Among the small groups of islands in this sea, in the day and night thunderstorms, the combat of the clouds appears to make them more thirsty than ever. In tunnel form, when they can no longer quench their thirst from the surrounding atmosphere, they descend near the surface of the sea, and appear to lap the water directly up with their black mouths. They are not always accompanied by strong winds; frequently more than one is seen at a time, whereupon the clouds whence they proceed disperse, and the ends of the Waterspouts bending over finally causes them to break in the middle. They seldom last longer than five minutes. As they are going away, the bulbous tube, which is as palpable as that of a thermometer, becomes broader at the base; and little clouds, like steam from the pipe of a locomotive, are continually thrown off from the circumference of the spout, and gradually the water is released, and the cloud whence the spout came again closes its mouth.
COLD IN HUDSON’S BAY.
Mr. R. M. Ballantyne, in his journal of six years’ residence in the territories of the Hudson’s Bay Company, tells us, that for part of October there is sometimes a little warm, or rather thawy, weather; but after that, until the following April, the thermometer seldom rises to the freezing point. In the depth of winter, the thermometer falls from 30° to 40°, 45°, and even 49° below zero of Fahrenheit. This intense cold is not, however, so much felt as one might suppose; for during its continuance the air is perfectly calm. Were the slightest breath of wind to rise when the thermometer stands so low, no man could show his face to it for a moment. Forty degrees below zero, and quite calm, is infinitely preferable to fifteen below, or thereabout, with a strong breeze of wind. Spirit of wine is, of course, the only thing that can be used in the thermometer; as mercury, were it exposed to such cold, would remain frozen nearly half the winter. Spirit never froze in any cold ever experienced at York Factory, unless when very much adulterated with water; and even then the spirit would remain liquid in the centre of the mass. Quicksilver easily freezes in this climate, and it has frequently been run into a bullet-mould, exposed to the cold air till frozen, and in this state rammed down a gun-barrel, and fired through a thick plank. The average cold may be set down at about 15° or 16° below zero, or 48° of frost. The houses at the Bay are built of wood, with double windows and doors. They are heated by large iron stoves, fed with wood; yet so intense is the cold, that when a stove has been in places red-hot, a basin of water in the room has been frozen solid.

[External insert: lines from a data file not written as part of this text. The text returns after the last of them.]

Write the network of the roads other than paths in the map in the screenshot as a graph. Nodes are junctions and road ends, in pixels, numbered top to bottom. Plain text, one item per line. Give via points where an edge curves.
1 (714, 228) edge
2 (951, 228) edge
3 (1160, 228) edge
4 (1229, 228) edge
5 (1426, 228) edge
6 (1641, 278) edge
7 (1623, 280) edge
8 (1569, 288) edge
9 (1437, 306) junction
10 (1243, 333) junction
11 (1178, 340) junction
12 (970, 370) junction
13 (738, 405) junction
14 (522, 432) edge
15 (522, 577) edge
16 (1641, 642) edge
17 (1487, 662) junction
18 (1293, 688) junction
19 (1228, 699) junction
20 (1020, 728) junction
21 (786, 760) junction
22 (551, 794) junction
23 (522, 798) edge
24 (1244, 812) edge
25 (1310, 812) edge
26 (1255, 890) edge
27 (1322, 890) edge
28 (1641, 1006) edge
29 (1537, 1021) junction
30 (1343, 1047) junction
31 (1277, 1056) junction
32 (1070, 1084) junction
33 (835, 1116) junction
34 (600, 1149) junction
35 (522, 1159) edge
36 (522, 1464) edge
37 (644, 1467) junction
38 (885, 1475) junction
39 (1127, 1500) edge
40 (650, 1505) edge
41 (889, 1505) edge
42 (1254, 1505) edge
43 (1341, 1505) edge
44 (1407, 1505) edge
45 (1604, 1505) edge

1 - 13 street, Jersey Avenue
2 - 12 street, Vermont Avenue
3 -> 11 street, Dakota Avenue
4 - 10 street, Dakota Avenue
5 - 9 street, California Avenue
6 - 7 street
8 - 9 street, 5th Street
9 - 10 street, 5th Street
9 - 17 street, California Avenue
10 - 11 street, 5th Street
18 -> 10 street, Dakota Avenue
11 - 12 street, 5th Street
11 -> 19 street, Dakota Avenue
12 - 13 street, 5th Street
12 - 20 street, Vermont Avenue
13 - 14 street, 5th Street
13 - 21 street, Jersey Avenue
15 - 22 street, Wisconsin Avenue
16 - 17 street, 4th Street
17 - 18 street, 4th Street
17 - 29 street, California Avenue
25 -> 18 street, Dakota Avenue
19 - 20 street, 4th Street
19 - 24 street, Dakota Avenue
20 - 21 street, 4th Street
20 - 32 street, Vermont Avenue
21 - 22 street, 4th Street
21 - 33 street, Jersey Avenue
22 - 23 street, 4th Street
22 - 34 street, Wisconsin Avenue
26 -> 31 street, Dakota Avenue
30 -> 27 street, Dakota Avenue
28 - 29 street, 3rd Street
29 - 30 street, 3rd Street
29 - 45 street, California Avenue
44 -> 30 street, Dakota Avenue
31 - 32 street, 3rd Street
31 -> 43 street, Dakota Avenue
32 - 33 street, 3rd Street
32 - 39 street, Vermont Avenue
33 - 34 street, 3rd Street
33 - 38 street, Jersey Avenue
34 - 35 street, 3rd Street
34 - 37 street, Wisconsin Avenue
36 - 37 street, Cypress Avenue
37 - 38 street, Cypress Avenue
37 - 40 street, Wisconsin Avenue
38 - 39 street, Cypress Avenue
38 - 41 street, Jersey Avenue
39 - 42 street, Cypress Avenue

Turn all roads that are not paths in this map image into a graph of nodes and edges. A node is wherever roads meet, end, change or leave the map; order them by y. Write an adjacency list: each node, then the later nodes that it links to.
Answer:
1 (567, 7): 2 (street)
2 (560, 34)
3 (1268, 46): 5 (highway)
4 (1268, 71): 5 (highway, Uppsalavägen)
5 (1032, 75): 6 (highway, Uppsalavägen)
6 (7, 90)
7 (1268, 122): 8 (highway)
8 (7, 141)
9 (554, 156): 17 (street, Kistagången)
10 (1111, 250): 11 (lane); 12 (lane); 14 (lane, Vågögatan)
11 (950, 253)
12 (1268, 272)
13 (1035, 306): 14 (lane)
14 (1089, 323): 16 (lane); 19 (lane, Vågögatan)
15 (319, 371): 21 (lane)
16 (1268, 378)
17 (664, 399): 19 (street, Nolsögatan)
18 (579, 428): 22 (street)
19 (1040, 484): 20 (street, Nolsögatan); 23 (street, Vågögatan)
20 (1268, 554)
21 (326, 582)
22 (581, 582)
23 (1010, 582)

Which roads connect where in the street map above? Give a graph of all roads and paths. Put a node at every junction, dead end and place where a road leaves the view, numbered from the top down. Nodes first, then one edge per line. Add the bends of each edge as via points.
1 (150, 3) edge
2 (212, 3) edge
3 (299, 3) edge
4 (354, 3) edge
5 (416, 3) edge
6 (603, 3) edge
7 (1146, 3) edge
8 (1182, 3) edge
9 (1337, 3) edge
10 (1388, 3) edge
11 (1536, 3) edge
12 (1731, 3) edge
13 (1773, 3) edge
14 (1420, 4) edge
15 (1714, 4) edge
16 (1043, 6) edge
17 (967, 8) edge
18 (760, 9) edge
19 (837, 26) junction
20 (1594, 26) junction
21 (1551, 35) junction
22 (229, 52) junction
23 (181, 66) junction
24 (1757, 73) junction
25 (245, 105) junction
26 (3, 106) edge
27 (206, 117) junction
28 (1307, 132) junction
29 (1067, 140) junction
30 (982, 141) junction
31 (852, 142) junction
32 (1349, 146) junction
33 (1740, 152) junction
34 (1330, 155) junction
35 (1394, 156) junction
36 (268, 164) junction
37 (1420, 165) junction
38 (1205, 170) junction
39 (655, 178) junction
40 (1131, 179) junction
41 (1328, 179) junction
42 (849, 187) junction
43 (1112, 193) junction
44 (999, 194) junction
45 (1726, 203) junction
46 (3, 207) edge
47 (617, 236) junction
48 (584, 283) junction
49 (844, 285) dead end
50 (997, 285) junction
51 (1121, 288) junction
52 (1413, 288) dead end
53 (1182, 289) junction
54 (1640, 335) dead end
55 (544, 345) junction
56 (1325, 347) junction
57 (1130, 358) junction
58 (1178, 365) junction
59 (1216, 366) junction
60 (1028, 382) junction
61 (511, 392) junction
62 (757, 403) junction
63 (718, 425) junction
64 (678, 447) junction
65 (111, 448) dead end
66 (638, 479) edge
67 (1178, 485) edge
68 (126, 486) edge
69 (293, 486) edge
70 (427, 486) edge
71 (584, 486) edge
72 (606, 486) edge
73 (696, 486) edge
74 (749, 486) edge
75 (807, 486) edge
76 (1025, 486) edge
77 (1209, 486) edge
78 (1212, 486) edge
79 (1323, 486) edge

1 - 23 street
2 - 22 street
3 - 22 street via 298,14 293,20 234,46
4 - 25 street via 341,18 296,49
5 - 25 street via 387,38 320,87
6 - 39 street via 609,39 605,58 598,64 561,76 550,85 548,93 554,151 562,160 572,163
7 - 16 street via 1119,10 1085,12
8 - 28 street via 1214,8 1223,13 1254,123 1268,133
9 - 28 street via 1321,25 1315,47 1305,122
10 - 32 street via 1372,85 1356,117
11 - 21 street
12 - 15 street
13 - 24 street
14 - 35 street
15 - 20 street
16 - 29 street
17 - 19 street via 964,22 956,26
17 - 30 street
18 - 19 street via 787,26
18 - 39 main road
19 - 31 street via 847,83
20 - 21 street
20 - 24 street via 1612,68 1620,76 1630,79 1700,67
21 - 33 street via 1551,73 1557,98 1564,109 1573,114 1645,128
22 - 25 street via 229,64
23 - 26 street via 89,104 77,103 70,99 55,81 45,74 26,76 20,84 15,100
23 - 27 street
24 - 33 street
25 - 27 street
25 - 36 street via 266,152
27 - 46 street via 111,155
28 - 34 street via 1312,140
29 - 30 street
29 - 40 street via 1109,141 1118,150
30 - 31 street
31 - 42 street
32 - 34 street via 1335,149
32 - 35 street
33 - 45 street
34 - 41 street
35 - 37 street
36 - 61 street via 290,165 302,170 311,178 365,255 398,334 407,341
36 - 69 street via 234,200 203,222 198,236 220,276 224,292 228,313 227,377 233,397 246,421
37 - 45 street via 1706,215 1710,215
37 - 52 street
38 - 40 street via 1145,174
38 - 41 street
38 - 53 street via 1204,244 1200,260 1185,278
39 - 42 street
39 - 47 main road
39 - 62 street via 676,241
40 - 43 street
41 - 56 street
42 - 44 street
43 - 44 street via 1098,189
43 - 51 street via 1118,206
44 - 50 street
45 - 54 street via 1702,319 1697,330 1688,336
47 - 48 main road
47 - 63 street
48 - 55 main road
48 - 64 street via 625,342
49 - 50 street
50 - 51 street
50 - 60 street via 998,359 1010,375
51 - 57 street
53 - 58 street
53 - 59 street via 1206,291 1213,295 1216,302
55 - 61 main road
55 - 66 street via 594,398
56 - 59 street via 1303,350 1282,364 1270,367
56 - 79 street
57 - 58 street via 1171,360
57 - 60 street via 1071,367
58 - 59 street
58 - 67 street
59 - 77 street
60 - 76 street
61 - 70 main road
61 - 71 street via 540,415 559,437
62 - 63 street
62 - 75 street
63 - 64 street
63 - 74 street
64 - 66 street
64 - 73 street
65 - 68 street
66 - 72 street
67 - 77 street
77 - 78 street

PURITY OF WENHAM-LAKE ICE.
Professor Faraday attributes the purity of Wenham-Lake Ice to its being free from air-bubbles and from salts. The presence of the first makes it extremely difficult to succeed in making a lens of English ice which will concentrate the solar rays, and readily fire gunpowder; whereas nothing is easier than to perform this singular feat of igniting a combustible body by aid of a frozen mass if Wenham-Lake ice be employed. The absence of salts conduces greatly to the permanence of the ice; for where water is so frozen that the salts expelled are still contained in air-cavities and cracks, or form thin films between the layers of ice, these entangled salts cause the ice to melt at a lower temperature than 32°, and the liquefied portions give rise to streams and currents within the body of the ice which rapidly carry heat to the interior. The mass then goes on thawing within as well as without, and at temperatures below 32°; whereas pure, compact, Wenham-Lake ice can only thaw at 32°, and only on the outside of the mass.—Sir Charles Lyell’s Second Visit to the United States.
ARCTIC TEMPERATURES.
Dr. Kane, in his Second Arctic Expedition, found the thermometers beginning to show unexampled temperature: they ranged from 60° to 70° below zero, and upon the taffrail of the brig 65°. The reduced mean of the best spirit-standards gave 67° or 99° below the freezing point of water. At these temperatures chloric ether became solid, and chloroform exhibited a granular pellicle on its surface. Spirit of naphtha froze at 54°, and the oil of turpentine was solid at 63° and 65°.
DR. RAE’S ARCTIC EXPLORATIONS.
The gold medal of the Royal Geographical Society was in 1852 most rightfully awarded to this indefatigable Arctic explorer. His survey of the inlet of Boothia, in 1848, was unique in its kind. In Repulse Bay he maintained his party on deer, principally shot by himself; and spent ten months of an Arctic winter in a hut of stones, with no other fuel than a kind of hay of the Andromeda tetragona. Thus he preserved his men to execute surveying journeys of 1000 miles in the spring. Later he travelled 300 miles on snow-shoes. In a spring journey over the ice, with a pound of fat daily for fuel, accompanied by two men only, and trusting solely for shelter to snow-houses, which he taught his men to build, he accomplished 1060 miles in thirty-nine days, or twenty-seven miles per day, including stoppages,—a feat never equalled in Arctic travelling. In the spring journey, and that which followed in the summer in boats, 1700 miles were traversed in eighty days. Dr. Rae’s greatest sufferings, he once remarked to Sir George Back, arose from his being obliged to sleep upon his frozen mocassins in order to thaw them for the morning’s use.